Ultraluminous Infrared Galaxies at 1.5<z<3 occupy dark matter haloes of mass ~6x10^13 solar masses

TL;DR

This study measures the clustering of ultraluminous infrared galaxies at redshifts 1.5 to 3, revealing they reside in massive dark matter haloes and suggesting a link between halo mass and galaxy activity.

Contribution

It provides the first clustering measurements of ULIRGs at these redshifts, linking their distribution to dark matter halo masses and galaxy evolution models.

Findings

ULIRGs at 2<z<3 have strong clustering with r_0=14.40+/-1.99 h^-1 Mpc.

ULIRGs at 1.5<z<2.0 have clustering with r_0=9.40+/-2.24 h^-1 Mpc.

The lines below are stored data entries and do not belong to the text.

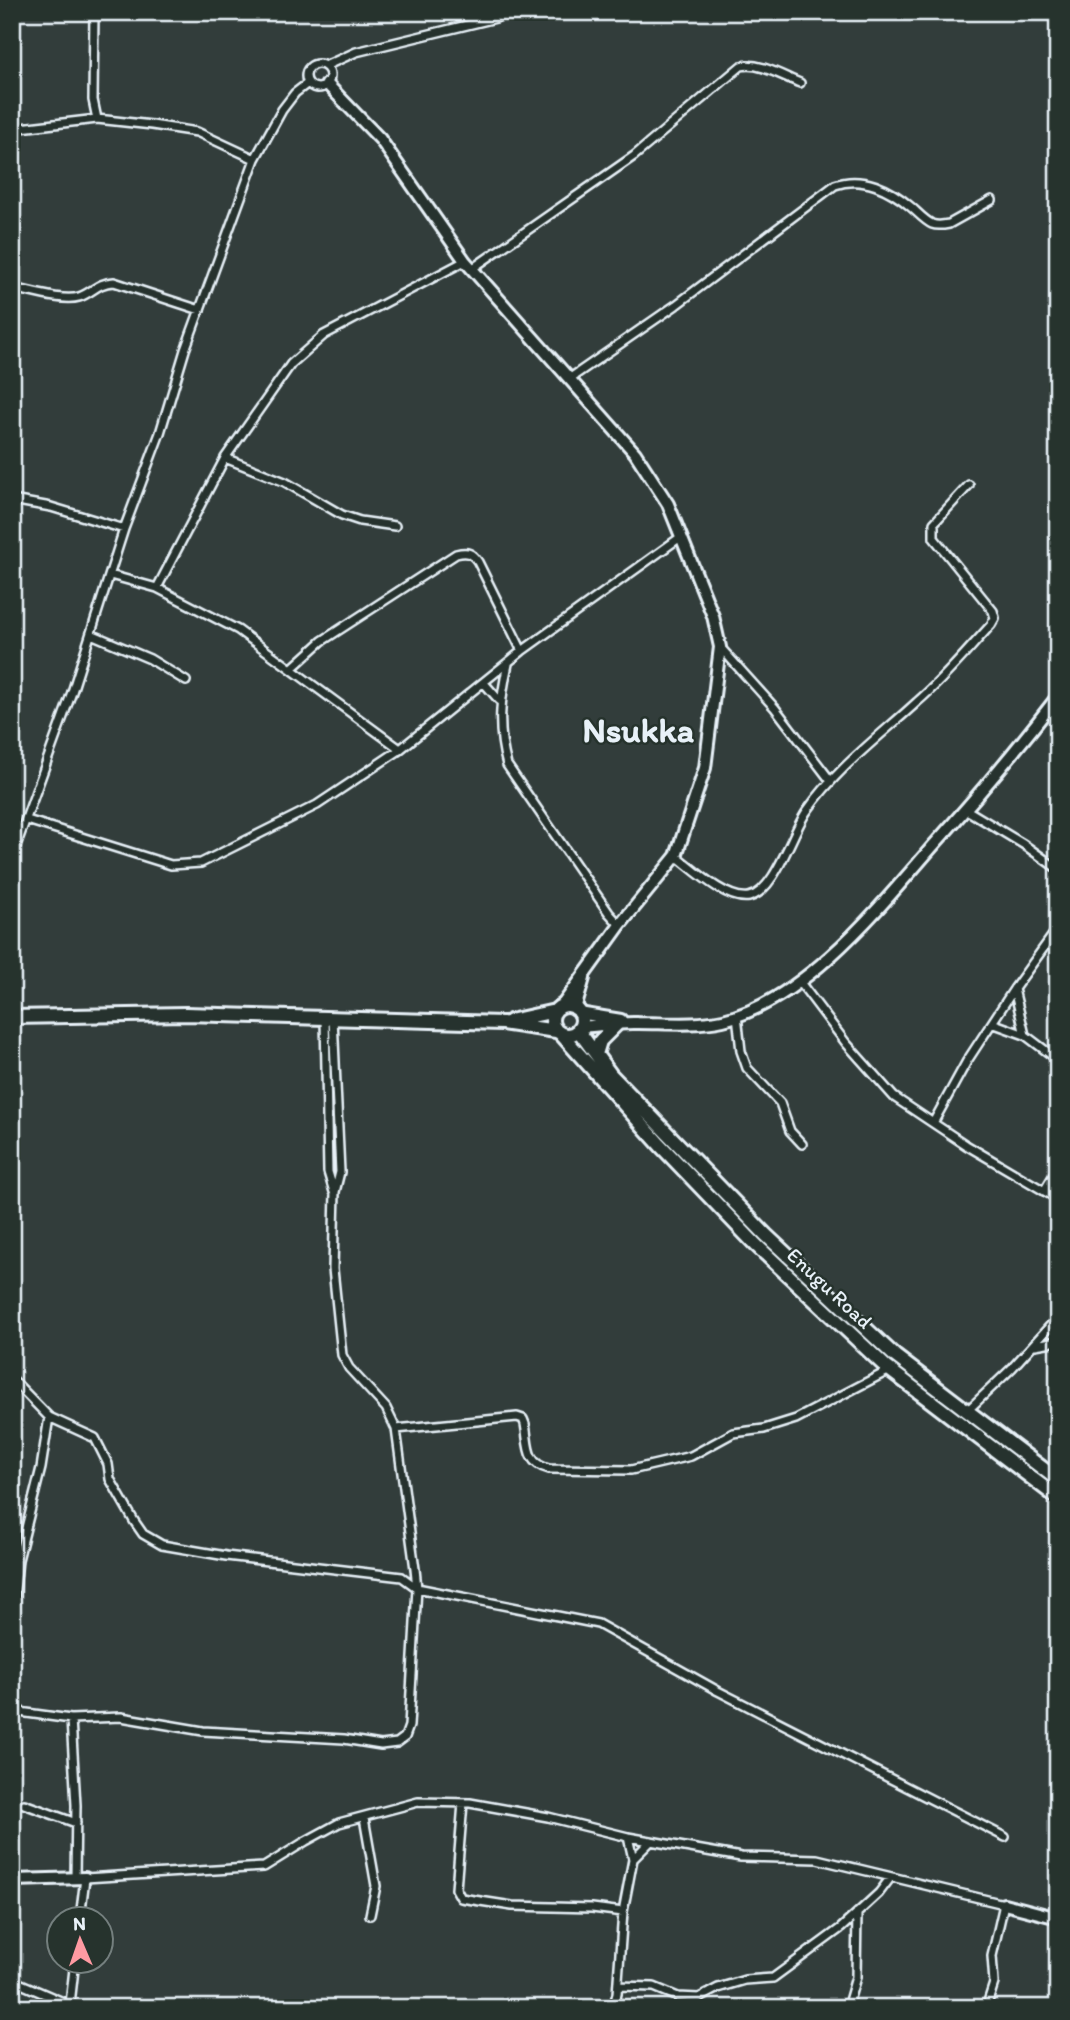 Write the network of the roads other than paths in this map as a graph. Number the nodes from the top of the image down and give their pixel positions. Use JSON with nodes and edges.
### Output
{"nodes":[{"id":1,"x":94,"y":12,"type":"edge"},
{"id":2,"x":507,"y":12,"type":"edge"},
{"id":3,"x":325,"y":66,"type":"junction"},
{"id":4,"x":308,"y":83,"type":"junction"},
{"id":5,"x":800,"y":83,"type":"dead end"},
{"id":6,"x":327,"y":84,"type":"junction"},
{"id":7,"x":97,"y":119,"type":"junction"},
{"id":8,"x":12,"y":129,"type":"edge"},
{"id":9,"x":256,"y":159,"type":"junction"},
{"id":10,"x":992,"y":200,"type":"dead end"},
{"id":11,"x":469,"y":265,"type":"junction"},
{"id":12,"x":12,"y":288,"type":"edge"},
{"id":13,"x":200,"y":310,"type":"junction"},
{"id":14,"x":569,"y":379,"type":"junction"},
{"id":15,"x":225,"y":458,"type":"junction"},
{"id":16,"x":969,"y":485,"type":"dead end"},
{"id":17,"x":12,"y":500,"type":"edge"},
{"id":18,"x":395,"y":526,"type":"dead end"},
{"id":19,"x":124,"y":529,"type":"junction"},
{"id":20,"x":682,"y":536,"type":"junction"},
{"id":21,"x":110,"y":575,"type":"junction"},
{"id":22,"x":157,"y":587,"type":"junction"},
{"id":23,"x":91,"y":634,"type":"junction"},
{"id":24,"x":720,"y":647,"type":"junction"},
{"id":25,"x":522,"y":651,"type":"junction"},
{"id":26,"x":508,"y":664,"type":"junction"},
{"id":27,"x":291,"y":669,"type":"junction"},
{"id":28,"x":186,"y":681,"type":"dead end"},
{"id":29,"x":484,"y":683,"type":"junction"},
{"id":30,"x":1058,"y":696,"type":"edge"},
{"id":31,"x":499,"y":700,"type":"junction"},
{"id":32,"x":400,"y":749,"type":"junction"},
{"id":33,"x":830,"y":780,"type":"junction"},
{"id":34,"x":965,"y":809,"type":"junction"},
{"id":35,"x":27,"y":820,"type":"junction"},
{"id":36,"x":676,"y":856,"type":"junction"},
{"id":37,"x":12,"y":857,"type":"edge"},
{"id":38,"x":1058,"y":869,"type":"edge"},
{"id":39,"x":620,"y":925,"type":"junction"},
{"id":40,"x":1058,"y":928,"type":"edge"},
{"id":41,"x":1055,"y":939,"type":"edge"},
{"id":42,"x":584,"y":977,"type":"junction"},
{"id":43,"x":799,"y":981,"type":"junction"},
{"id":44,"x":1014,"y":989,"type":"junction"},
{"id":45,"x":558,"y":1009,"type":"junction"},
{"id":46,"x":577,"y":1011,"type":"junction"},
{"id":47,"x":737,"y":1015,"type":"junction"},
{"id":48,"x":12,"y":1017,"type":"edge"},
{"id":49,"x":329,"y":1018,"type":"junction"},
{"id":50,"x":502,"y":1023,"type":"junction"},
{"id":51,"x":634,"y":1023,"type":"junction"},
{"id":52,"x":992,"y":1023,"type":"junction"},
{"id":53,"x":617,"y":1024,"type":"junction"},
{"id":54,"x":579,"y":1029,"type":"junction"},
{"id":55,"x":559,"y":1033,"type":"junction"},
{"id":56,"x":1025,"y":1035,"type":"junction"},
{"id":57,"x":596,"y":1054,"type":"junction"},
{"id":58,"x":1058,"y":1060,"type":"edge"},
{"id":59,"x":933,"y":1124,"type":"junction"},
{"id":60,"x":802,"y":1144,"type":"dead end"},
{"id":61,"x":1058,"y":1168,"type":"edge"},
{"id":62,"x":1044,"y":1191,"type":"junction"},
{"id":63,"x":1058,"y":1199,"type":"edge"},
{"id":64,"x":1058,"y":1317,"type":"edge"},
{"id":65,"x":1058,"y":1341,"type":"edge"},
{"id":66,"x":1034,"y":1345,"type":"junction"},
{"id":67,"x":891,"y":1370,"type":"junction"},
{"id":68,"x":12,"y":1379,"type":"edge"},
{"id":69,"x":967,"y":1411,"type":"junction"},
{"id":70,"x":50,"y":1417,"type":"junction"},
{"id":71,"x":396,"y":1429,"type":"junction"},
{"id":72,"x":1058,"y":1480,"type":"edge"},
{"id":73,"x":1058,"y":1498,"type":"edge"},
{"id":74,"x":415,"y":1569,"type":"junction"},
{"id":75,"x":402,"y":1577,"type":"junction"},
{"id":76,"x":416,"y":1588,"type":"junction"},
{"id":77,"x":12,"y":1620,"type":"edge"},
{"id":78,"x":12,"y":1711,"type":"edge"},
{"id":79,"x":71,"y":1719,"type":"junction"},
{"id":80,"x":463,"y":1802,"type":"junction"},
{"id":81,"x":24,"y":1804,"type":"dead end"},
{"id":82,"x":363,"y":1818,"type":"junction"},
{"id":83,"x":76,"y":1823,"type":"junction"},
{"id":84,"x":628,"y":1837,"type":"junction"},
{"id":85,"x":1005,"y":1837,"type":"dead end"},
{"id":86,"x":651,"y":1841,"type":"junction"},
{"id":87,"x":633,"y":1859,"type":"junction"},
{"id":88,"x":891,"y":1877,"type":"junction"},
{"id":89,"x":80,"y":1879,"type":"junction"},
{"id":90,"x":12,"y":1880,"type":"edge"},
{"id":91,"x":80,"y":1904,"type":"edge"},
{"id":92,"x":1004,"y":1905,"type":"junction"},
{"id":93,"x":623,"y":1912,"type":"junction"},
{"id":94,"x":857,"y":1913,"type":"junction"},
{"id":95,"x":370,"y":1915,"type":"dead end"},
{"id":96,"x":1058,"y":1918,"type":"edge"},
{"id":97,"x":74,"y":1974,"type":"edge"},
{"id":98,"x":12,"y":1980,"type":"edge"},
{"id":99,"x":618,"y":1986,"type":"junction"},
{"id":100,"x":73,"y":2006,"type":"edge"},
{"id":101,"x":613,"y":2008,"type":"edge"},
{"id":102,"x":847,"y":2008,"type":"edge"},
{"id":103,"x":986,"y":2008,"type":"edge"}],
"edges":[{"from":1,"to":7,"type":"street"},
{"from":2,"to":3,"type":"street"},
{"from":3,"to":4,"type":"street"},
{"from":3,"to":6,"type":"street"},
{"from":4,"to":6,"type":"street"},
{"from":4,"to":9,"type":"street"},
{"from":5,"to":11,"type":"street"},
{"from":6,"to":11,"type":"street"},
{"from":7,"to":8,"type":"street"},
{"from":7,"to":9,"type":"street"},
{"from":9,"to":13,"type":"street"},
{"from":10,"to":14,"type":"street"},
{"from":11,"to":14,"type":"street"},
{"from":11,"to":15,"type":"street"},
{"from":12,"to":13,"type":"street"},
{"from":13,"to":19,"type":"street"},
{"from":14,"to":20,"type":"street"},
{"from":15,"to":18,"type":"street"},
{"from":15,"to":22,"type":"street"},
{"from":16,"to":33,"type":"street"},
{"from":17,"to":19,"type":"street"},
{"from":19,"to":21,"type":"street"},
{"from":20,"to":24,"type":"street"},
{"from":20,"to":25,"type":"street"},
{"from":21,"to":22,"type":"street"},
{"from":21,"to":23,"type":"street"},
{"from":22,"to":27,"type":"street"},
{"from":23,"to":28,"type":"street"},
{"from":23,"to":35,"type":"street"},
{"from":24,"to":33,"type":"street"},
{"from":24,"to":36,"type":"street"},
{"from":25,"to":26,"type":"street"},
{"from":25,"to":27,"type":"street"},
{"from":26,"to":29,"type":"street"},
{"from":26,"to":31,"type":"street"},
{"from":27,"to":32,"type":"street"},
{"from":29,"to":31,"type":"street"},
{"from":29,"to":32,"type":"street"},
{"from":30,"to":34,"type":"street"},
{"from":31,"to":39,"type":"street"},
{"from":32,"to":35,"type":"street"},
{"from":33,"to":36,"type":"street"},
{"from":34,"to":38,"type":"street"},
{"from":34,"to":43,"type":"street"},
{"from":35,"to":37,"type":"street"},
{"from":36,"to":39,"type":"street"},
{"from":39,"to":42,"type":"street"},
{"from":40,"to":41,"type":"street"},
{"from":41,"to":44,"type":"street"},
{"from":42,"to":45,"type":"street"},
{"from":42,"to":46,"type":"street"},
{"from":43,"to":47,"type":"street"},
{"from":43,"to":59,"type":"street"},
{"from":44,"to":52,"type":"street"},
{"from":44,"to":56,"type":"street"},
{"from":45,"to":46,"type":"main road"},
{"from":45,"to":50,"type":"main road"},
{"from":45,"to":55,"type":"main road"},
{"from":46,"to":51,"type":"street"},
{"from":46,"to":54,"type":"main road"},
{"from":47,"to":51,"type":"street"},
{"from":47,"to":60,"type":"street"},
{"from":48,"to":49,"type":"main road"},
{"from":49,"to":50,"type":"main road"},
{"from":49,"to":71,"type":"street"},
{"from":50,"to":55,"type":"main road"},
{"from":51,"to":53,"type":"street"},
{"from":52,"to":56,"type":"street"},
{"from":52,"to":59,"type":"street"},
{"from":53,"to":54,"type":"street"},
{"from":53,"to":57,"type":"main road"},
{"from":54,"to":55,"type":"main road"},
{"from":54,"to":57,"type":"main road"},
{"from":55,"to":67,"type":"main road","name":"Enugu Road"},
{"from":56,"to":58,"type":"street"},
{"from":57,"to":69,"type":"main road"},
{"from":59,"to":62,"type":"street"},
{"from":61,"to":62,"type":"street"},
{"from":62,"to":63,"type":"street"},
{"from":64,"to":66,"type":"street"},
{"from":65,"to":66,"type":"street"},
{"from":66,"to":69,"type":"street"},
{"from":67,"to":71,"type":"street"},
{"from":67,"to":73,"type":"main road","name":"Enugu Road"},
{"from":68,"to":70,"type":"street"},
{"from":69,"to":72,"type":"main road"},
{"from":70,"to":75,"type":"street"},
{"from":70,"to":77,"type":"street"},
{"from":71,"to":74,"type":"street"},
{"from":74,"to":75,"type":"street"},
{"from":74,"to":76,"type":"street"},
{"from":75,"to":76,"type":"street"},
{"from":76,"to":79,"type":"street"},
{"from":76,"to":85,"type":"street"},
{"from":78,"to":79,"type":"street"},
{"from":79,"to":83,"type":"street"},
{"from":80,"to":82,"type":"street"},
{"from":80,"to":84,"type":"street"},
{"from":80,"to":93,"type":"street"},
{"from":81,"to":83,"type":"street"},
{"from":82,"to":89,"type":"street"},
{"from":82,"to":95,"type":"street"},
{"from":83,"to":89,"type":"street"},
{"from":84,"to":86,"type":"street"},
{"from":84,"to":87,"type":"street"},
{"from":86,"to":87,"type":"street"},
{"from":86,"to":88,"type":"street"},
{"from":87,"to":93,"type":"street"},
{"from":88,"to":92,"type":"street"},
{"from":88,"to":94,"type":"street"},
{"from":89,"to":90,"type":"street"},
{"from":89,"to":91,"type":"street"},
{"from":92,"to":96,"type":"street"},
{"from":92,"to":103,"type":"street"},
{"from":93,"to":99,"type":"street"},
{"from":94,"to":99,"type":"street"},
{"from":94,"to":102,"type":"street"},
{"from":97,"to":100,"type":"street"},
{"from":98,"to":100,"type":"street"},
{"from":99,"to":101,"type":"street"}]}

Both populations reside in dark matter haloes of ~6x10^13 solar masses.

Abstract

We present measurements of the spatial clustering of ultraluminous infrared galaxies in two redshift intervals, 1.5<z<2.0 and 2<z<3. Both samples cluster strongly, with r_0=14.40+/-1.99 h^-1 Mpc for the 2<z<3 sample, and r_0=9.40+/-2.24 h^-1 Mpc for the 1.5<z<2.0 sample, making them among the most biased galaxies at these epochs. These clustering amplitudes are consistent with both populations residing in dark matter haloes with masses of ~6x10^13 solar masses. We infer that a minimum dark matter halo mass is an important factor for all forms of luminous, obscured activity in galaxies at z>1. Adopting plausible models for the growth of DM haloes with redshift, then the haloes hosting the 2<z<3 sample will likely host the richest clusters of galaxies at z=0, whereas the haloes hosting the 1.5<z<2.0 sample will likely host poor to rich clusters at z=0.